- [SOURCE RECORDS]
◆ ◆ ◆ ◆ ◆ ◆ ◆

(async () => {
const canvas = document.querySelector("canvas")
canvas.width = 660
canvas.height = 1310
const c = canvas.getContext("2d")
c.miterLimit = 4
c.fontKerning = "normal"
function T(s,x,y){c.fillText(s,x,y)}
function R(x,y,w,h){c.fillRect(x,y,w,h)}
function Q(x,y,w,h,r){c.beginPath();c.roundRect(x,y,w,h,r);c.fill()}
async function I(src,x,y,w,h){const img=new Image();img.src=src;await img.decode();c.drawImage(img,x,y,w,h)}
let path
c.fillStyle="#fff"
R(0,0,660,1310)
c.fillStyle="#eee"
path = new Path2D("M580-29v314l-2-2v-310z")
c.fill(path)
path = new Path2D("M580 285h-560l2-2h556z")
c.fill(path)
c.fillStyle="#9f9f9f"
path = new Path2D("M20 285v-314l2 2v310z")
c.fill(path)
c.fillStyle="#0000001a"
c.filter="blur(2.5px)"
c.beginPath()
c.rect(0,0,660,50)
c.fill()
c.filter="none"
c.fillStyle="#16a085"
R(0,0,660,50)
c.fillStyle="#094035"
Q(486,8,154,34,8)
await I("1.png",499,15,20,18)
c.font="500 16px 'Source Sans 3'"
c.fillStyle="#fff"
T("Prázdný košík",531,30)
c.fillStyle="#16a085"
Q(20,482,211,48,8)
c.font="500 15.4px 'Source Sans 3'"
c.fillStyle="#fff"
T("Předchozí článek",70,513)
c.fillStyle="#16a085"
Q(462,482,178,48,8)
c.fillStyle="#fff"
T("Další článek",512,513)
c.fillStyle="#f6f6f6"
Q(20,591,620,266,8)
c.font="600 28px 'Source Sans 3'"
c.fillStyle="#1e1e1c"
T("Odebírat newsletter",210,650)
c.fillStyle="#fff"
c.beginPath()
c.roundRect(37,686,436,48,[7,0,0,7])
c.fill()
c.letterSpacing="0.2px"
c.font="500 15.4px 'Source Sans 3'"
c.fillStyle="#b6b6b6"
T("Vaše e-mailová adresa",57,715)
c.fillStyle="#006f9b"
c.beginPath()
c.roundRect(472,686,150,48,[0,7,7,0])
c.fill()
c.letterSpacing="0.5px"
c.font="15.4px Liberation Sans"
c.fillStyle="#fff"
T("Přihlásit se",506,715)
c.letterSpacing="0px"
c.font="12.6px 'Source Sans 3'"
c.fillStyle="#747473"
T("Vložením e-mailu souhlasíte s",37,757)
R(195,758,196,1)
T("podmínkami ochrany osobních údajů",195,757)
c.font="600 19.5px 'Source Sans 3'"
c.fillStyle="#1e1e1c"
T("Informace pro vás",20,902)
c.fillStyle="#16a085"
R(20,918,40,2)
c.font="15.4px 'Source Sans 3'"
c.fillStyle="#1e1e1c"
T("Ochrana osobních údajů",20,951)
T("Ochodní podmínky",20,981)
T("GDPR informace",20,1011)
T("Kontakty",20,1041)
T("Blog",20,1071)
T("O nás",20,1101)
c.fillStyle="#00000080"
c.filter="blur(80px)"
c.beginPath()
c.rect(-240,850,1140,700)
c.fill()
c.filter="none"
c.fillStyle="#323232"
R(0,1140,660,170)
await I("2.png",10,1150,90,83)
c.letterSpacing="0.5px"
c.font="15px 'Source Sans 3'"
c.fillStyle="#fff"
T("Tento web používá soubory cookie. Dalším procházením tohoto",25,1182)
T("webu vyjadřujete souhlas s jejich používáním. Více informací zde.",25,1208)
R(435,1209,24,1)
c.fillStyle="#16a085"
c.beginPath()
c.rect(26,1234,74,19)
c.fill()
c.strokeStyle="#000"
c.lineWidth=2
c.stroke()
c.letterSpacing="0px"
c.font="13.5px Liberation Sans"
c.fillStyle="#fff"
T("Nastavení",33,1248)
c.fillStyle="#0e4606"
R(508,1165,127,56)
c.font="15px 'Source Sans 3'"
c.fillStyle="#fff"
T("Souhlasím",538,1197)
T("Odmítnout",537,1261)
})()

◆ ◆ ◆ ◆ ◆ ◆ ◆

- [WHAT THE EXERCISE ASKS]
What lines in the listing contain "function"? Copy them all.

- [RESULT BELOW]
function T(s,x,y){c.fillText(s,x,y)}
function R(x,y,w,h){c.fillRect(x,y,w,h)}
function Q(x,y,w,h,r){c.beginPath();c.roundRect(x,y,w,h,r);c.fill()}
async function I(src,x,y,w,h){const img=new Image();img.src=src;await img.decode();c.drawImage(img,x,y,w,h)}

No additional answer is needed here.